The River Road Covered Bridge was a historic covered bridge, carrying Veilleux Road across the Missisquoi River in Troy, Vermont. Built in 1910, the Town lattice truss was the only surviving covered bridge in Troy from the historic period of covered bridge construction when it burned on February 6, 2021. It also exhibited some distinctive variations in construction from more typical Town lattices. It was listed on the National Register of Historic Places in 1974.

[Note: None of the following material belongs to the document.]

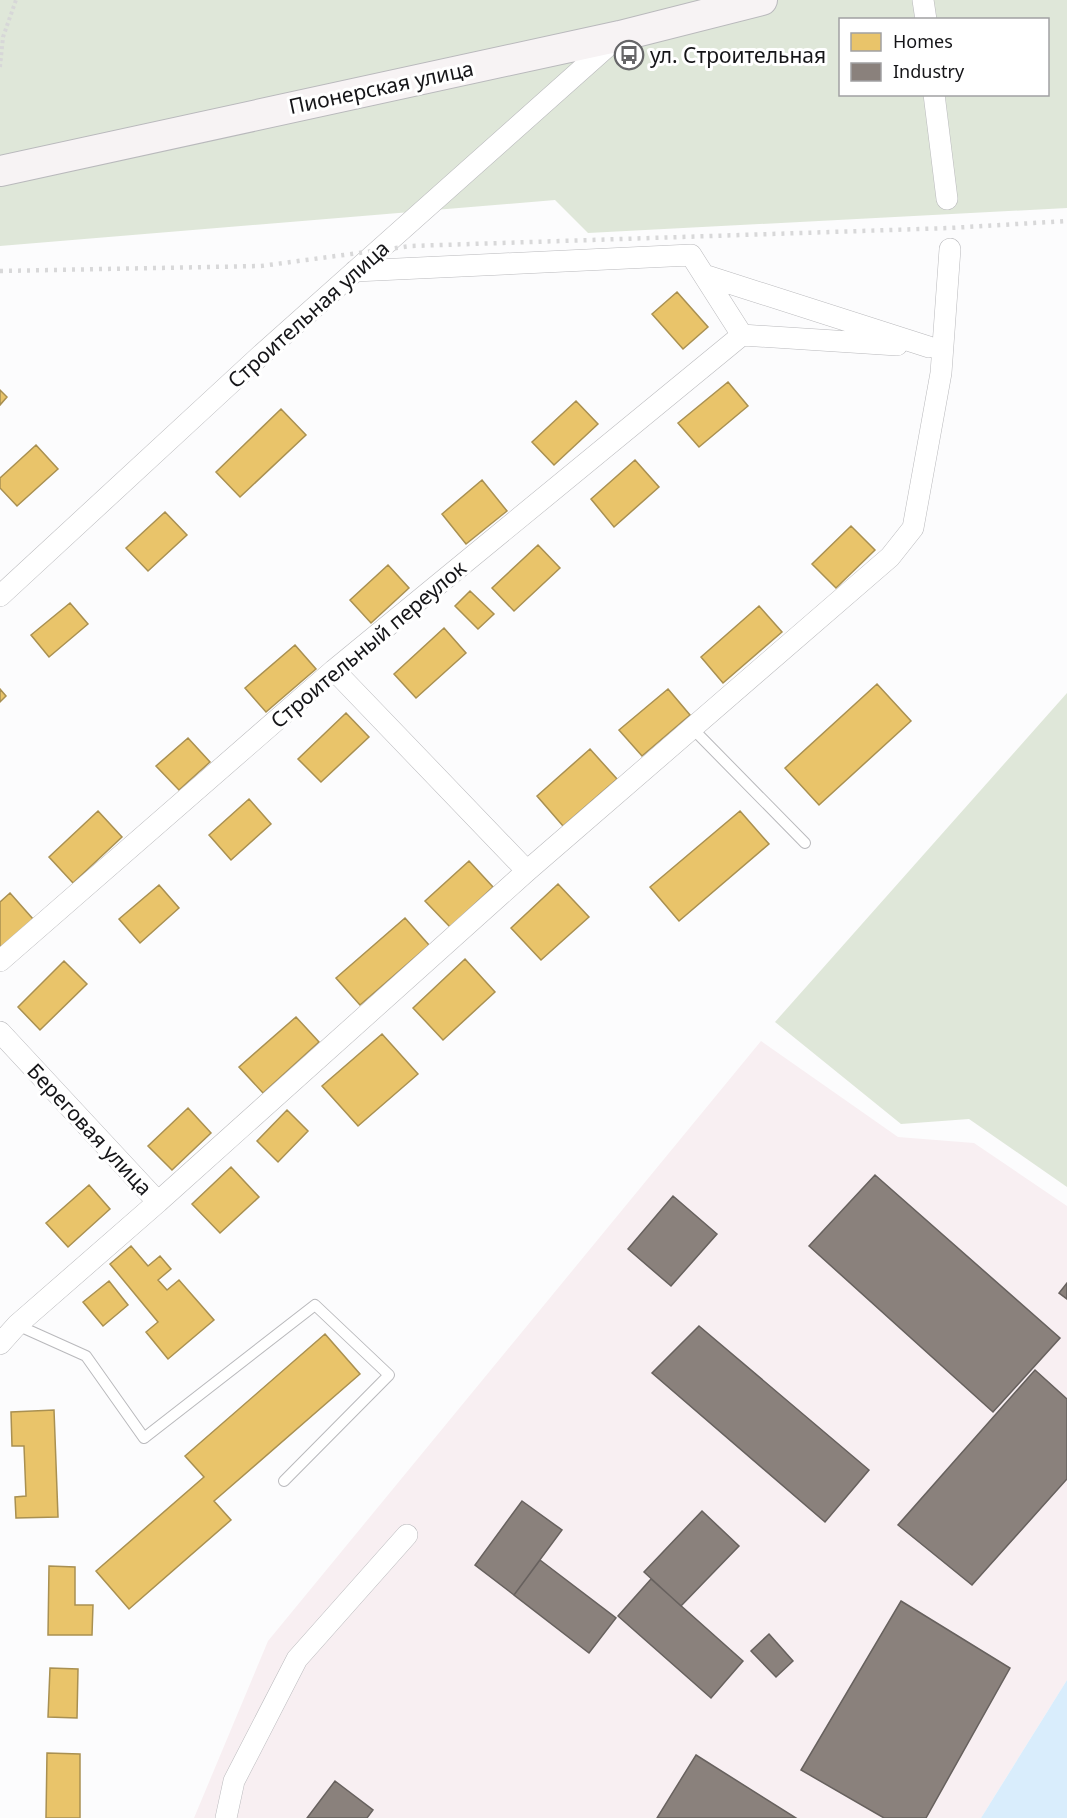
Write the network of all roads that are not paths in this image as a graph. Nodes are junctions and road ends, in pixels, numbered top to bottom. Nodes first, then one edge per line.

==Description and history==
The River Road Covered Bridge was located in a rural area of central Troy, near the eastern end of Veilleux Road. It spanned the Missisquoi in a roughly east–west orientation, resting on abutments of stone and concrete. It was a single-span Town lattice truss, 94 ft long and 14.5 ft wide, with a roadway width of 12 ft (one lane). It was covered by a metal roof, and its exterior was clad in vertical board siding, which extended around to the insides of the portals. The siding did not rise all the way to the roof, leaving an open strip between them. Unlike most Town lattice trusses, this one had three chords instead of four, and its joints were fastened with single pegs instead of doubled one.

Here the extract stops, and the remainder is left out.